Pre-compiling the pattern in the module scope has one underlying function that was not mentioned: validation.

I don't particularly want to get into an extended debate here. Ultimately, I'd like to see this merged, and I'm not entirely sure if any of the current participants in this discussion are able to merge a PR here. I'm willing to move TOML_BLOCK_REGEX to a global compiled regex, or even just a global string, if @jaraco or another project maintainer feels it would be a useful change. But otherwise I'd prefer just to leave it as it stands. I'm not particularly convinced by "because PEP 8 says so" arguments, TBH.

(Yes, my comment about performance was silly. Sorry.)

I'm willing to move TOML_BLOCK_REGEX to a global compiled regex, or even just a global string, if @jaraco or another project maintainer feels it would be a useful change. But otherwise I'd prefer just to leave it as it stands.

I was assigned to the issue this PR is meant to solve (#95) 1 week after your PR had been submitted. That's why I allowed myself to leave a review. But of course, I agree, everything is up to jaraco.

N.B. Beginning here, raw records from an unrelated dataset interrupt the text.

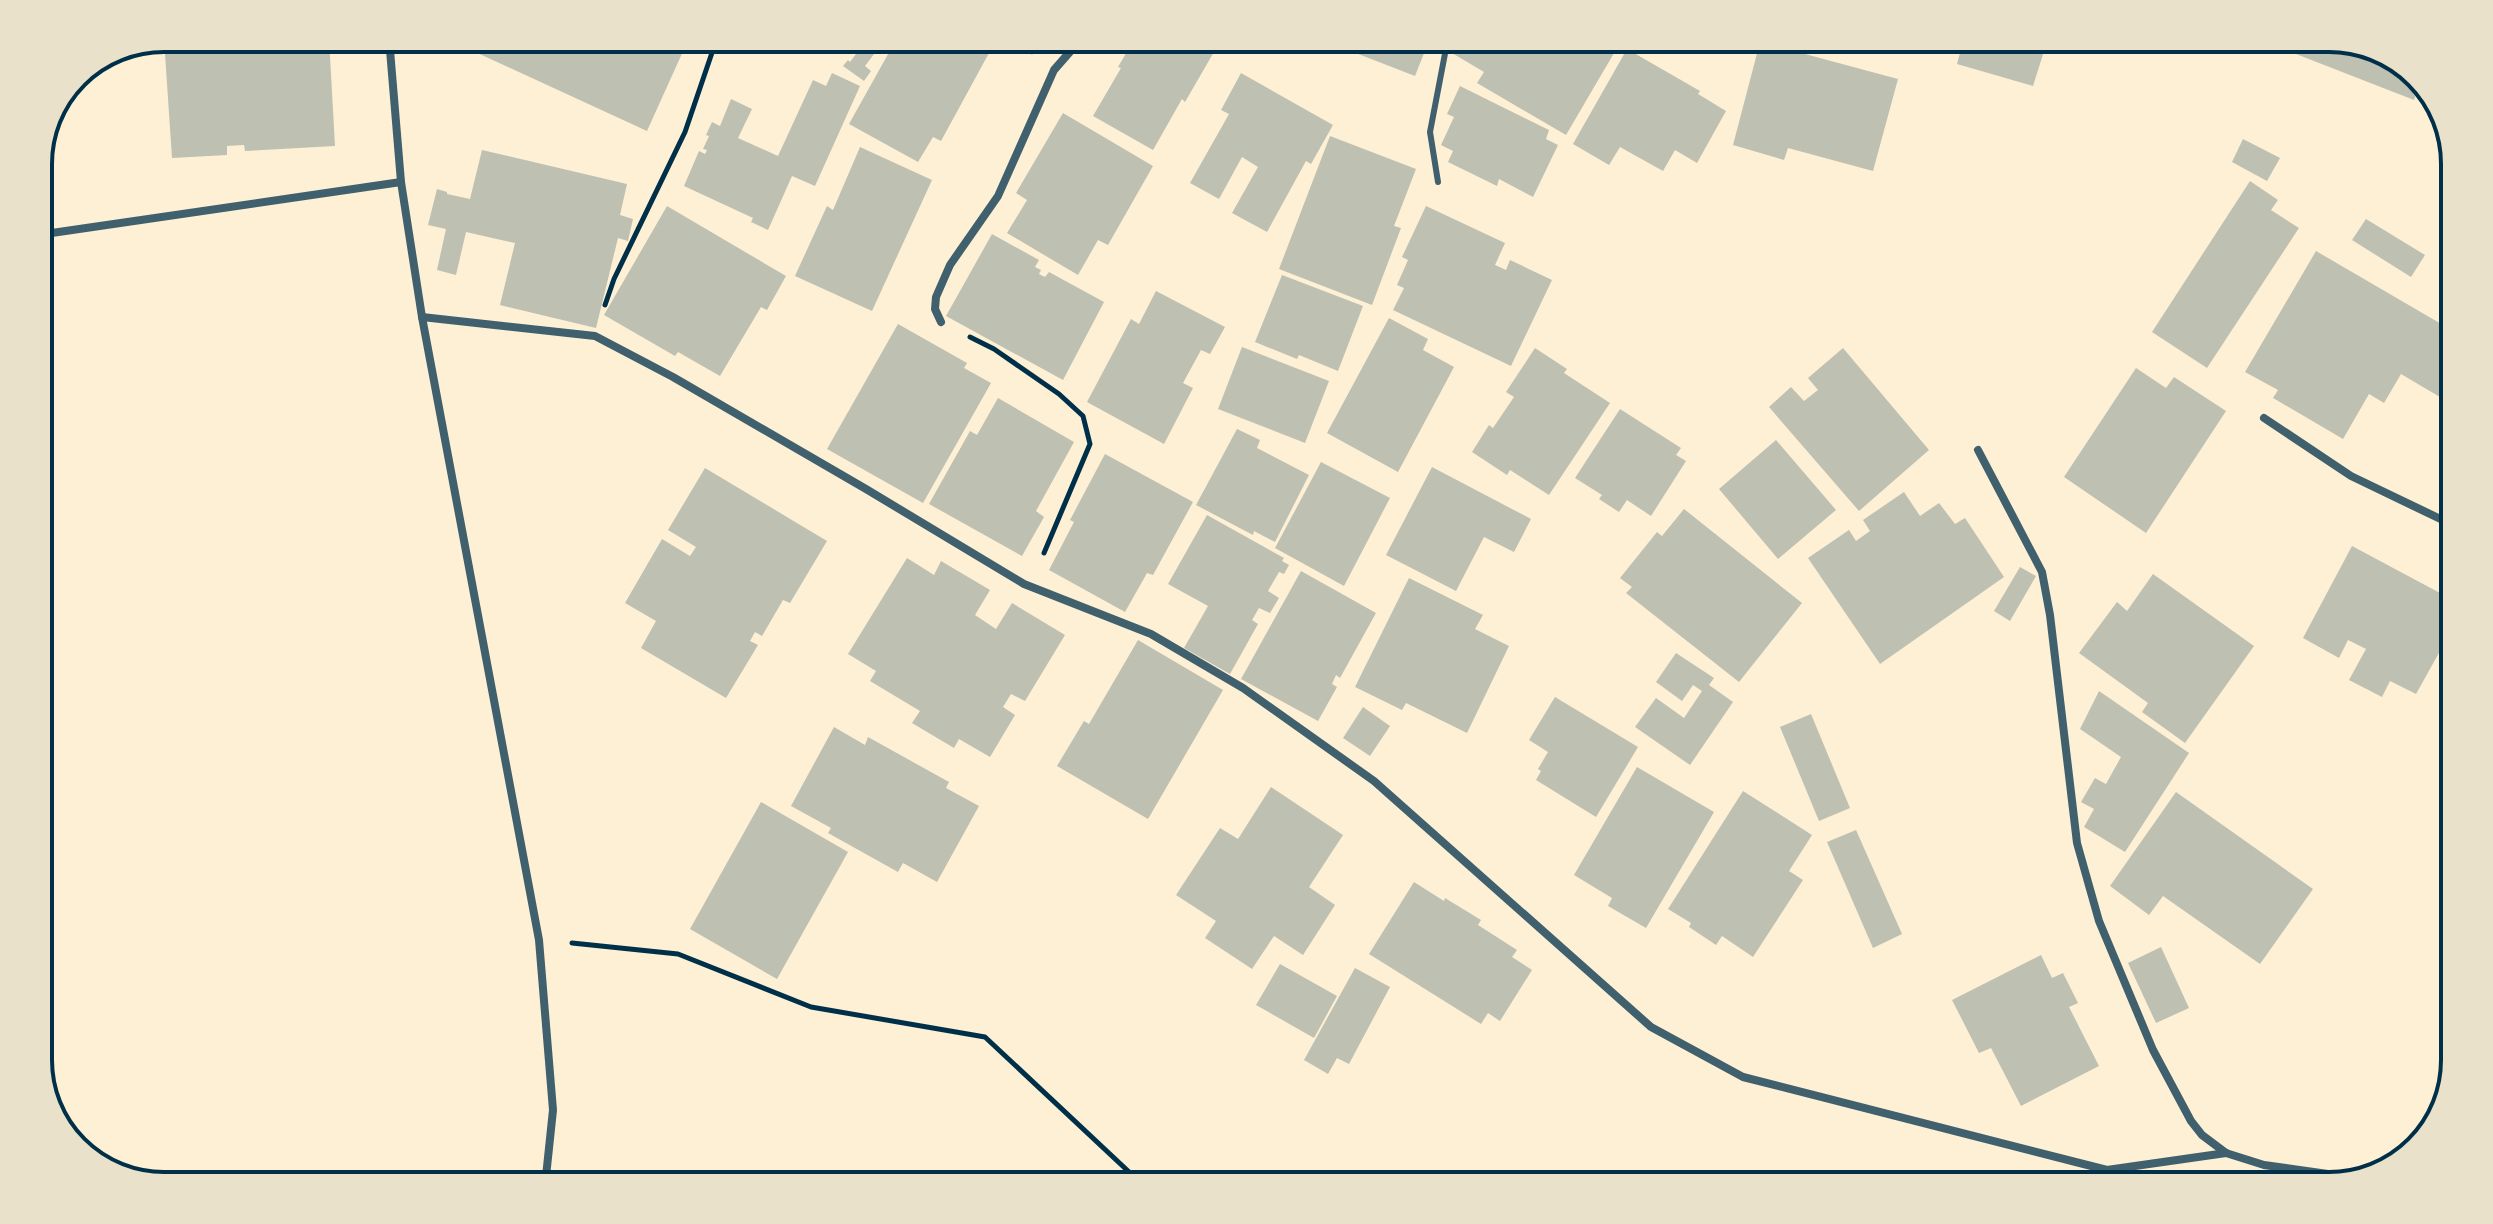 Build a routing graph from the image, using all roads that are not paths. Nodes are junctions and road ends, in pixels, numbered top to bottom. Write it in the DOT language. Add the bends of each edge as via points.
graph roads {
  1 [pos="390,52"];
  2 [pos="1070,52"];
  3 [pos="1445,52"];
  4 [pos="401,182"];
  5 [pos="1438,182"];
  6 [pos="52,233"];
  7 [pos="422,317"];
  8 [pos="941,322"];
  9 [pos="2264,418"];
  10 [pos="1978,450"];
  11 [pos="2441,519"];
  12 [pos="2226,1153"];
  13 [pos="546,1172"];
  14 [pos="2314,1172"];
  1 -- 4 [label="street"];
  2 -- 8 [label="street" via="1054,70 998,196 950,265 936,297"];
  3 -- 5 [label="lane" via="1430,132"];
  4 -- 6 [label="street"];
  4 -- 7 [label="street"];
  7 -- 12 [label="street" via="595,336 1024,584 1151,634 1243,688 1374,781 1651,1027 1743,1077 2107,1170"];
  7 -- 13 [label="street" via="539,940 553,1110"];
  9 -- 11 [label="street" via="2351,476"];
  10 -- 12 [label="street" via="2042,572 2077,843 2099,921 2153,1050 2191,1121"];
  12 -- 14 [label="street"];
} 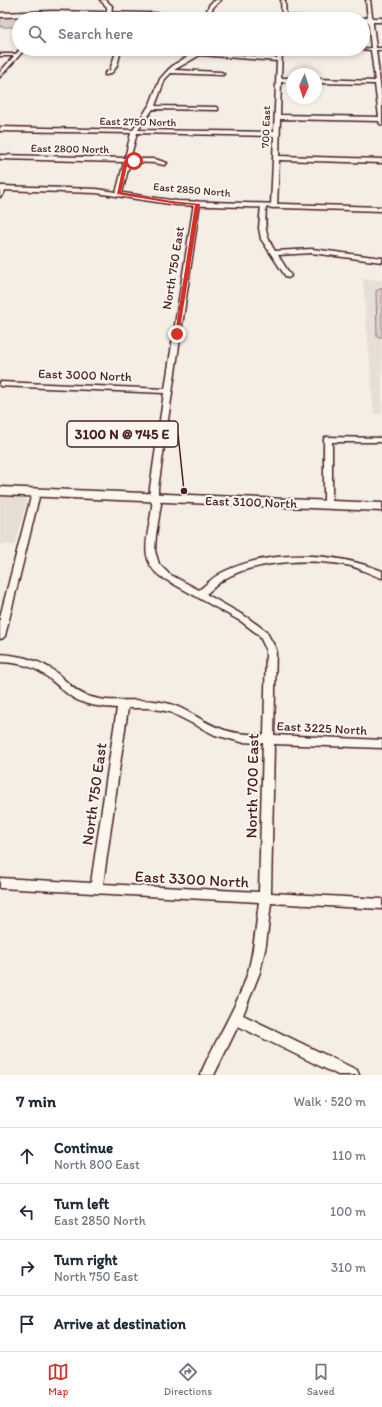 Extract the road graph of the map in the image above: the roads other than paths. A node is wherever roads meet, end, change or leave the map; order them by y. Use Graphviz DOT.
graph roads {
  1 [pos="103,0"];
  2 [pos="219,0"];
  3 [pos="283,0"];
  4 [pos="368,0"];
  5 [pos="109,12"];
  6 [pos="208,12"];
  7 [pos="284,12"];
  8 [pos="367,12"];
  9 [pos="0,15"];
  10 [pos="12,15"];
  11 [pos="370,20"];
  12 [pos="382,20"];
  13 [pos="370,37"];
  14 [pos="373,49"];
  15 [pos="382,49"];
  16 [pos="0,55"];
  17 [pos="12,55"];
  18 [pos="17,56"];
  19 [pos="117,56"];
  20 [pos="193,56"];
  21 [pos="239,56"];
  22 [pos="279,56"];
  23 [pos="279,60"];
  24 [pos="170,70"];
  25 [pos="0,74"];
  26 [pos="107,74"];
  27 [pos="221,74"];
  28 [pos="278,80"];
  29 [pos="286,80"];
  30 [pos="322,81"];
  31 [pos="377,83"];
  32 [pos="151,107"];
  33 [pos="216,109"];
  34 [pos="277,117"];
  35 [pos="382,119"];
  36 [pos="382,123"];
  37 [pos="0,129"];
  38 [pos="134,132"];
  39 [pos="276,134"];
  40 [pos="0,158"];
  41 [pos="275,158"];
  42 [pos="126,161"];
  43 [pos="382,161"];
  44 [pos="164,164"];
  45 [pos="2,188"];
  46 [pos="119,193"];
  47 [pos="0,195"];
  48 [pos="197,204"];
  49 [pos="263,206"];
  50 [pos="274,206"];
  51 [pos="382,209"];
  52 [pos="274,253"];
  53 [pos="382,260"];
  54 [pos="288,276"];
  55 [pos="0,384"];
  56 [pos="169,391"];
  57 [pos="382,440"];
  58 [pos="0,491"];
  59 [pos="36,493"];
  60 [pos="154,498"];
  61 [pos="328,505"];
  62 [pos="382,507"];
  63 [pos="151,550"];
  64 [pos="382,575"];
  65 [pos="199,595"];
  66 [pos="0,636"];
  67 [pos="0,658"];
  68 [pos="123,703"];
  69 [pos="270,739"];
  70 [pos="382,744"];
  71 [pos="0,883"];
  72 [pos="96,889"];
  73 [pos="265,899"];
  74 [pos="382,904"];
  75 [pos="235,1018"];
  76 [pos="207,1075"];
  77 [pos="352,1075"];
  1 -- 5 [label="street"];
  2 -- 6 [label="street"];
  3 -- 7 [label="street"];
  4 -- 8 [label="street"];
  9 -- 10 [label="main road"];
  11 -- 12 [label="main road"];
  13 -- 14 [label="street"];
  14 -- 15 [label="street"];
  14 -- 31 [label="street"];
  16 -- 17 [label="street"];
  18 -- 25 [label="street"];
  19 -- 26 [label="street"];
  20 -- 24 [label="street"];
  21 -- 23 [label="street"];
  22 -- 23 [label="street, 700 East"];
  23 -- 28 [label="street, 700 East"];
  24 -- 27 [label="street"];
  24 -- 32 [label="street"];
  28 -- 29 [label="street"];
  28 -- 34 [label="street, 700 East"];
  30 -- 31 [label="street"];
  31 -- 35 [label="street"];
  32 -- 33 [label="street"];
  32 -- 38 [label="street"];
  34 -- 35 [label="street"];
  34 -- 39 [label="street, 700 East"];
  35 -- 36 [label="street"];
  37 -- 38 [label="street, East 2750 North"];
  38 -- 39 [label="street, East 2750 North"];
  38 -- 42 [label="street"];
  39 -- 41 [label="street, 700 East"];
  40 -- 42 [label="street, East 2800 North"];
  41 -- 43 [label="street"];
  41 -- 50 [label="street, 700 East"];
  42 -- 44 [label="street, East 2800 North"];
  42 -- 46 [label="street"];
  45 -- 46 [label="street, East 2850 North"];
  45 -- 47 [label="street"];
  46 -- 48 [label="street, East 2850 North"];
  48 -- 49 [label="street, East 2850 North"];
  48 -- 56 [label="street, North 750 East"];
  49 -- 50 [label="street, East 2850 North"];
  49 -- 52 [label="street"];
  50 -- 51 [label="street, East 2850 North"];
  52 -- 53 [label="street"];
  52 -- 54 [label="street"];
  55 -- 56 [label="street, East 3000 North"];
  56 -- 60 [label="street, North 750 East"];
  57 -- 61 [label="street"];
  58 -- 59 [label="main road, East 3100 North"];
  59 -- 60 [label="main road, East 3100 North"];
  59 -- 66 [label="street"];
  60 -- 61 [label="main road, East 3100 North"];
  60 -- 63 [label="street, North 750 East"];
  61 -- 62 [label="main road, East 3100 North"];
  63 -- 65 [label="street, North 700 East"];
  64 -- 65 [label="street"];
  65 -- 69 [label="street, North 700 East"];
  67 -- 68 [label="street, East 3225 North"];
  68 -- 69 [label="street, East 3225 North"];
  68 -- 72 [label="street, North 750 East"];
  69 -- 70 [label="street, East 3225 North"];
  69 -- 73 [label="street, North 700 East"];
  71 -- 72 [label="street, East 3300 North"];
  72 -- 73 [label="street, East 3300 North"];
  73 -- 74 [label="street, East 3300 North"];
  73 -- 75 [label="street, North 700 East"];
  75 -- 76 [label="street, North 700 East"];
  75 -- 77 [label="street"];
}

jaraco · 2024-01-19T21:38:39Z

Thanks Paul for the contrib. I apologize I missed it until recently (I limit my github notifications out of necessity). I'll definitely be merging this or something similar soon. Thanks @bswck for the additional review. I'll take the suggestions under consideration.

pfmoore · 2024-01-19T21:51:13Z

Thanks @jaraco - if you want me to make any changes, just let me know.

@bswck Sorry if it seemed I was suggesting your review wasn't welcome - on the contrary, I appreciate the feedback. My only concern was that I didn't want to make too many changes (increasing churn on the PR) without getting an indication from the project maintainers on their opinion. I'm mostly indifferent to matters of code structure (unless they actively harm readability/maintainability IMO) and so I find it all to easy to get sucked into making too many changes that are of marginal benefit if I don't push back a little.

pfmoore · 2024-01-19T21:56:27Z

One specific point - the coverage check is failing, which I assume is related to the issue @bswck pointed out, and so I need to add # pragma: no cover somewhere. I'm not 100% sure where, though - I assume what gets covered will depend on the Python version, so do I need to add it to all of the try...except block?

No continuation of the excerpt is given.